#### Provided information ####

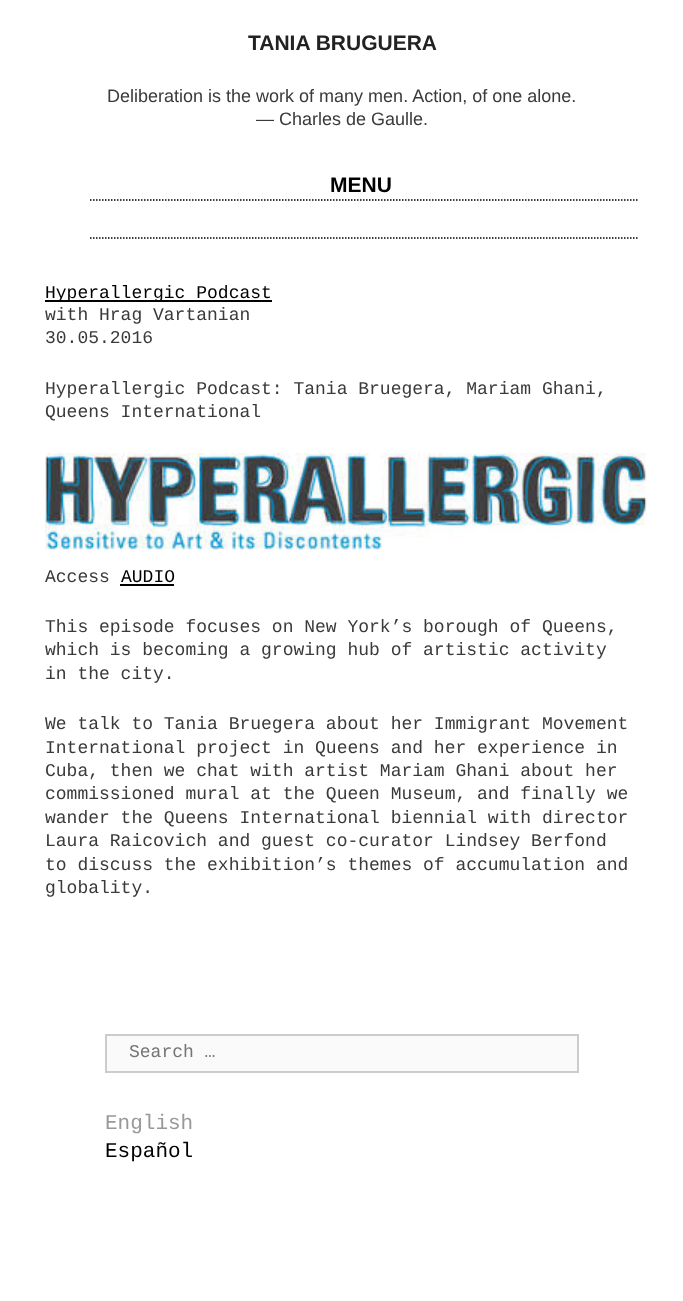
<?xml version="1.0" encoding="UTF-8"?>
<svg xmlns="http://www.w3.org/2000/svg" width="683" height="1301">
    <rect width="100%" height="100%" fill="#FFFFFF"/>
    <text x="248" y="50" font-family="Liberation Sans" font-size="21" font-weight="700" fill="#222222">TANIA BRUGUERA</text>
    <text x="107" y="102" font-family="Liberation Sans" font-size="18" fill="#3A3A3A">Deliberation is the work of many men. Action, of one alone.</text>
    <text x="256" y="125" font-family="Liberation Sans" font-size="18" fill="#3A3A3A">— Charles de Gaulle.</text>
    <text x="330" y="192" font-family="Liberation Sans" font-size="21" font-weight="700" fill="#000000">MENU</text>
    <path d="M 90 200 H 639" fill="none" stroke="#000000" stroke-width="1.5" stroke-dasharray="1.5 1.5"/>
    <path d="M 90 238 H 639" fill="none" stroke="#000000" stroke-width="1.5" stroke-dasharray="1.5 1.5"/>
    <rect x="45" y="300" width="227" height="2" fill="#000000"/>
    <text x="45" y="298" font-family="Liberation Mono" font-size="18" fill="#000000">Hyperallergic Podcast</text>
    <text font-family="Liberation Mono" font-size="18" fill="#3A3A3A">
        <tspan x="45" y="320">with Hrag Vartanian</tspan>
        <tspan x="45" y="343">30.05.2016</tspan>
    </text>
    <text font-family="Liberation Mono" font-size="18" fill="#3A3A3A">
        <tspan x="45" y="394">Hyperallergic Podcast: Tania Bruegera, Mariam Ghani,</tspan>
        <tspan x="45" y="417">Queens International</tspan>
    </text>
    <image x="45" y="453" width="602" height="97" href="img_01.png"/>
    <text x="45" y="582" font-family="Liberation Mono" font-size="18" fill="#3A3A3A">Access</text>
    <text x="121" y="582" font-family="Liberation Mono" font-size="18" fill="#000000">AUDIO</text>
    <rect x="120" y="584" width="54" height="2" fill="#000000"/>
    <text font-family="Liberation Mono" font-size="18" fill="#3A3A3A">
        <tspan x="45" y="632">This episode focuses on New York’s borough of Queens,</tspan>
        <tspan x="45" y="655">which is becoming a growing hub of artistic activity</tspan>
        <tspan x="45" y="679">in the city.</tspan>
    </text>
    <text font-family="Liberation Mono" font-size="18" fill="#3A3A3A">
        <tspan x="45" y="729">We talk to Tania Bruegera about her Immigrant Movement</tspan>
        <tspan x="45" y="753">International project in Queens and her experience in</tspan>
        <tspan x="45" y="776">Cuba, then we chat with artist Mariam Ghani about her</tspan>
        <tspan x="45" y="799">commissioned mural at the Queen Museum, and finally we</tspan>
        <tspan x="45" y="823">wander the Queens International biennial with director</tspan>
        <tspan x="45" y="846">Laura Raicovich and guest co-curator Lindsey Berfond</tspan>
        <tspan x="45" y="870">to discuss the exhibition’s themes of accumulation and</tspan>
        <tspan x="45" y="893">globality.</tspan>
    </text>
    <rect x="106" y="1035" width="472" height="37" fill="#FAFAFA" stroke="#CCCCCC" stroke-width="2"/>
    <text x="129" y="1057" font-family="Liberation Mono" font-size="18" fill="#757575">Search …</text>
    <text x="105" y="1129" font-family="Liberation Mono" font-size="21" fill="#999999">English</text>
    <text x="105" y="1157" font-family="Liberation Mono" font-size="21" fill="#000000">Español</text>
</svg>
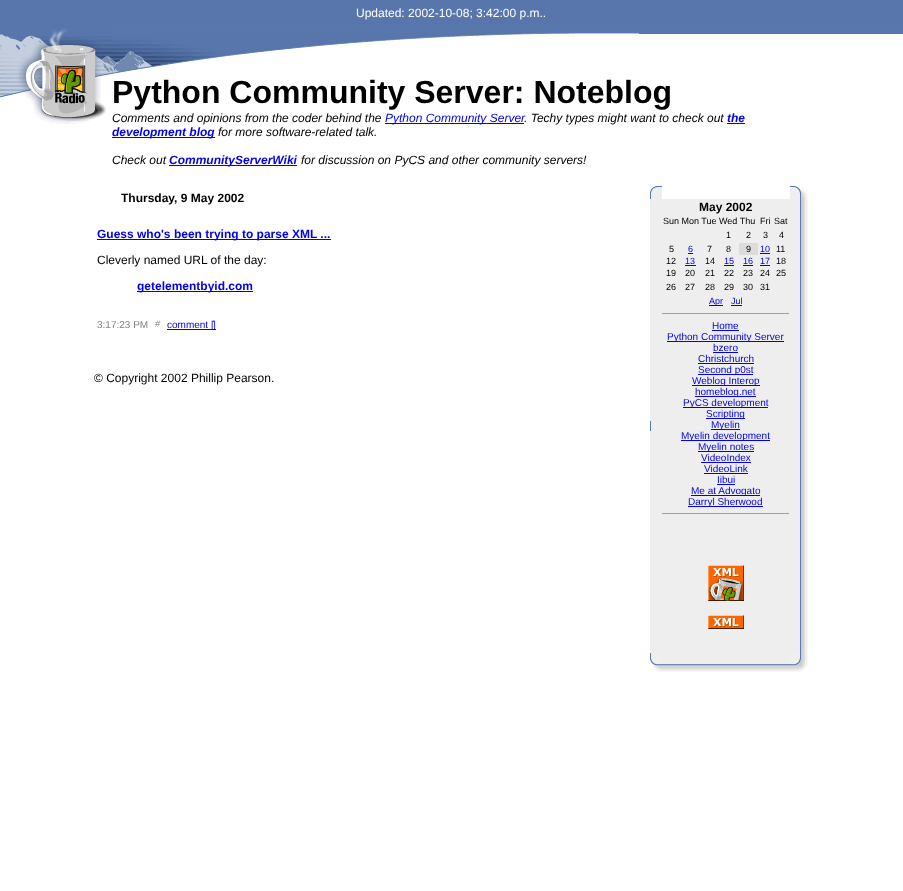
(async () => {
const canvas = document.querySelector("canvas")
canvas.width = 903
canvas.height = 891
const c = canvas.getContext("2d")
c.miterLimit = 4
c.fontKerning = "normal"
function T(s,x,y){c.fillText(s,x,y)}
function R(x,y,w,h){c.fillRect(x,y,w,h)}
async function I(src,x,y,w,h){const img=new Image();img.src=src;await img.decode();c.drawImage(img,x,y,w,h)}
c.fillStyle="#fff"
R(0,0,903,891)
c.fillStyle="#5876ac"
R(0,0,903,26)
c.font="12px Liberation Sans"
c.fillStyle="#fff"
T("Updated: 2002-10-08; 3:42:00 p.m..",356,17)
await I("1.png",0,26,112,48)
c.fillStyle="#5877ad"
R(112,26,791,8)
await I("2.png",112,33,527,41)
await I("3.png",0,74,111,50)
c.font="bold 32px Liberation Sans"
c.fillStyle="#000"
T("Python Community Server: Noteblog",112,103)
c.font="italic 12px Liberation Sans"
T("Comments and opinions from the coder behind the",112,122)
c.fillStyle="#00e"
R(385,123,139,1)
T("Python Community Server",385,122)
c.fillStyle="#000"
T(". Techy types might want to check out",524,122)
c.fillStyle="#00e"
R(727,123,18,1)
c.font="italic bold 12px Liberation Sans"
T("the",727,122)
R(112,137,103,1)
T("development blog",112,136)
c.font="italic 12px Liberation Sans"
c.fillStyle="#000"
T("for more software-related talk.",218,136)
T("Check out",112,164)
c.fillStyle="#00e"
R(169,165,128,1)
c.font="italic bold 12px Liberation Sans"
T("CommunityServerWiki",169,164)
c.font="italic 12px Liberation Sans"
c.fillStyle="#000"
T("for discussion on PyCS and other community servers!",301,164)
c.font="bold 12px Liberation Sans"
T("Thursday, 9 May 2002",121,202)
c.fillStyle="#00e"
R(97,239,234,1)
T("Guess who's been trying to parse XML ...",97,238)
c.font="12px Liberation Sans"
c.fillStyle="#000"
T("Cleverly named URL of the day:",97,264)
c.fillStyle="#00e"
R(137,291,116,1)
c.font="bold 12px Liberation Sans"
T("getelementbyid.com",137,290)
c.font="10px Liberation Sans"
c.fillStyle="#808080"
T("3:17:23 PM",97,328)
await I("4.png",155,320,6,7)
c.fillStyle="#00e"
R(167,329,46,1)
T("comment [",167,328)
R(213,329,3,1)
T("]",213,328)
c.font="12px Liberation Sans"
c.fillStyle="#000"
T("© Copyright 2002 Phillip Pearson.",94,382)
await I("5.png",650,186,12,13)
await I("6.png",790,186,18,13)
c.fillStyle="#eee"
R(650,199,140,454)
c.fillStyle="#5a79ae"
R(650,421,1,10)
await I("7.png",790,199,18,454)
c.font="bold 12px Liberation Sans"
c.fillStyle="#000"
T("May 2002",699,211)
c.font="9px Liberation Sans"
T("Sun Mon Tue Wed Thu",663,224)
T("Fri",760,224)
T("Sat",774,224)
T("1",726,238)
T("2",746,238)
T("3",763,238)
T("4",779,238)
T("5",669,252)
c.fillStyle="#00e"
T("6",688,252)
R(688,253,5,1)
c.fillStyle="#000"
T("7",707,252)
T("8",726,252)
c.fillStyle="#dcdcdc"
R(739,243,19,12)
c.fillStyle="#000"
T("9",746,252)
c.fillStyle="#00e"
T("10",760,252)
R(760,253,10,1)
c.fillStyle="#000"
T("11",776,252)
T("12",666,264)
c.fillStyle="#00e"
T("13",685,264)
R(685,265,11,1)
c.fillStyle="#000"
T("14",705,264)
c.fillStyle="#00e"
T("15",724,264)
R(724,265,10,1)
T("16",743,264)
R(743,265,10,1)
T("17",760,264)
R(760,265,10,1)
c.fillStyle="#000"
T("18",776,264)
T("19",666,276)
T("20",685,276)
T("21",705,276)
T("22",724,276)
T("23",743,276)
T("24",760,276)
T("25",776,276)
T("26",666,290)
T("27",685,290)
T("28",705,290)
T("29",724,290)
T("30",743,290)
T("31",760,290)
c.fillStyle="#00e"
R(709,305,14,1)
T("Apr",709,304)
T("Jul",731,304)
R(731,305,11,1)
c.fillStyle="#9f9f9f"
R(662,313,128,1)
c.fillStyle="#eee"
R(789,313,1,1)
c.font="10px Liberation Sans"
c.fillStyle="#00e"
T("Home",712,329)
R(712,330,27,1)
R(667,341,117,1)
T("Python Community Server",667,340)
T("bzero",713,351)
R(713,352,25,1)
T("Christchurch",698,362)
R(698,363,56,1)
R(698,374,55,1)
T("Second p0st",698,373)
R(692,385,68,1)
T("Weblog Interop",692,384)
R(695,396,61,1)
T("homeblog.net",695,395)
R(683,407,85,1)
T("PyCS development",683,406)
R(706,418,39,1)
T("Scripting",706,417)
R(711,429,29,1)
T("Myelin",711,428)
R(681,440,89,1)
T("Myelin development",681,439)
R(698,451,56,1)
T("Myelin notes",698,450)
T("VideoIndex",701,461)
R(701,462,50,1)
T("VideoLink",704,472)
R(704,473,44,1)
T("Iibui",717,483)
R(717,484,18,1)
R(691,495,69,1)
T("Me at Advogato",691,494)
R(688,506,75,1)
T("Darryl Sherwood",688,505)
c.fillStyle="#9f9f9f"
R(662,513,128,1)
c.fillStyle="#eee"
R(789,513,1,1)
await I("8.png",708,565,36,36)
await I("9.png",708,615,36,14)
await I("10.png",650,653,12,19)
await I("11.png",662,653,128,19)
await I("12.png",790,653,18,19)
})()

####

- [What to work on]
Wherever "with" occurs in the records above, copy the line it sits in.

- [Answer box]
        <tspan x="45" y="320">with Hrag Vartanian</tspan>
        <tspan x="45" y="776">Cuba, then we chat with artist Mariam Ghani about her</tspan>
        <tspan x="45" y="823">wander the Queens International biennial with director</tspan>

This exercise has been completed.